O juiz Aloísio Silveira afirma que os associados ou colaboradores da Associação poderiam ter feito doações diretamente aos candidatos no limite percentual de 2% do faturamento bruto no ano anterior à eleição. A entidade para ele, já que não existe senão formalmente, teria como única função encobrir doações de eventuais fontes vedadas, dentre elas entidade de classe ou sindical.
Desde que surgiu a denúncia, a Associação era suspeita de servir de braço do setor imobiliário para doar às campanhas eleitorais. Entidades como o Secovi – o Sindicato da Habitação – estão impedidas por lei de participar do processo de doação e os donos das empresas que atuam no setor prefeririam se esconder atrás do anonimato. Esta não é a primeira vez que a AIB doa dinheiro para campanhas eleitorais.

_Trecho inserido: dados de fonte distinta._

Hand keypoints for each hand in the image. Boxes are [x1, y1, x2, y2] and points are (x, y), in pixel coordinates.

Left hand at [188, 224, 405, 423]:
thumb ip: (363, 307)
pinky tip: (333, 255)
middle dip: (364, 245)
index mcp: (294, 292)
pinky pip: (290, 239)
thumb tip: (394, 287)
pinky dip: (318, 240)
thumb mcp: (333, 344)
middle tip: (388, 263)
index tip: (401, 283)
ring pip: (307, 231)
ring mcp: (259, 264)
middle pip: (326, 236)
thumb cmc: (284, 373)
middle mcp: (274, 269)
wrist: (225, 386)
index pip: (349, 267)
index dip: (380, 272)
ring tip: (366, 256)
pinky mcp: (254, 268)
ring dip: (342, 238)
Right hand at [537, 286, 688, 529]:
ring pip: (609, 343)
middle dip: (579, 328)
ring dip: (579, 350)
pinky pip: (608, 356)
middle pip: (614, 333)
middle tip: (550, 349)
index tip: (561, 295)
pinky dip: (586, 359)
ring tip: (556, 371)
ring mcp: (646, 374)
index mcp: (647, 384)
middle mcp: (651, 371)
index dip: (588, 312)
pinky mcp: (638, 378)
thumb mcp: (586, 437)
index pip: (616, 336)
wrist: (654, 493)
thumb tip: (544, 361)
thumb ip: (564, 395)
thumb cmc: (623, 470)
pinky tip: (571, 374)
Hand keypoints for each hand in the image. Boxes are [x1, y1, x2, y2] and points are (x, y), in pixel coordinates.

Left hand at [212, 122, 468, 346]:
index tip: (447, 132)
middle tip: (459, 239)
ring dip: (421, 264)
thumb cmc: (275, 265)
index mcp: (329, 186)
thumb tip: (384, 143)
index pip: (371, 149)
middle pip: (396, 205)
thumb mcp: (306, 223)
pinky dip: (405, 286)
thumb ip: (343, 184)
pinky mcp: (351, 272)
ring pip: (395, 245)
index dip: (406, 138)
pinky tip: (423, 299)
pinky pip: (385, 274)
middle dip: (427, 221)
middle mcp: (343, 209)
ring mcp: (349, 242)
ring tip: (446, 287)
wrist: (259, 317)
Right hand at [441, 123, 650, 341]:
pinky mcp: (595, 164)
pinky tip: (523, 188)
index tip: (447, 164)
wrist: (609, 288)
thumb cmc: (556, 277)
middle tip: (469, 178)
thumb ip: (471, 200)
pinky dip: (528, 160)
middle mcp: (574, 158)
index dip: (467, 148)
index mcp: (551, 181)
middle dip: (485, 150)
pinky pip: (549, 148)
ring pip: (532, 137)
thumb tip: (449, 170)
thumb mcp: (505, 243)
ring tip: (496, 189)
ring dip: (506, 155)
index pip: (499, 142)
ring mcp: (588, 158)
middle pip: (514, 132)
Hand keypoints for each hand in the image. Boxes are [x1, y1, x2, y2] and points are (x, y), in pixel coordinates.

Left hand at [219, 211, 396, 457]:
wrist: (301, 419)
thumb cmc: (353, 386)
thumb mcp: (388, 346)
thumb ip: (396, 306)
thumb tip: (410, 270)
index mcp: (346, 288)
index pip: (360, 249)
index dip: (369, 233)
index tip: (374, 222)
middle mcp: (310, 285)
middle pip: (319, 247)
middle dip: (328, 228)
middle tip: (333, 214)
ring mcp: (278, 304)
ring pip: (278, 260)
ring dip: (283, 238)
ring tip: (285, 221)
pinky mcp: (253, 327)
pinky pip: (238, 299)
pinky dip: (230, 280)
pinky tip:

Em primeira instância, a Justiça entendeu que os vereadores foram beneficiados por estas doações ilegais e teriam de estar ciente da impossibilidade da Associação ter rendimentos para transferir o dinheiro. Em alguns casos, a doação da AIB representou até 60% do dinheiro arrecado na campanha eleitoral.
Foram analisados, por enquanto, apenas 18 casos, dos quais 14 foram cassados (um é suplente) e quatro inocentados. Mais 17 vereadores estão na mira da justiça eleitoral
O advogado de nove dos vereadores cassados, Penteado de Freitas, disse que todos receberam as doações de maneira transparente, prestaram contas à justiça eleitoral e tiveram esta prestação aprovada, inclusive pelo Ministério Público. Em entrevista ao repórter Luiz Motta disse que vai recorrer dentro do prazo previsto em lei que é de três dias.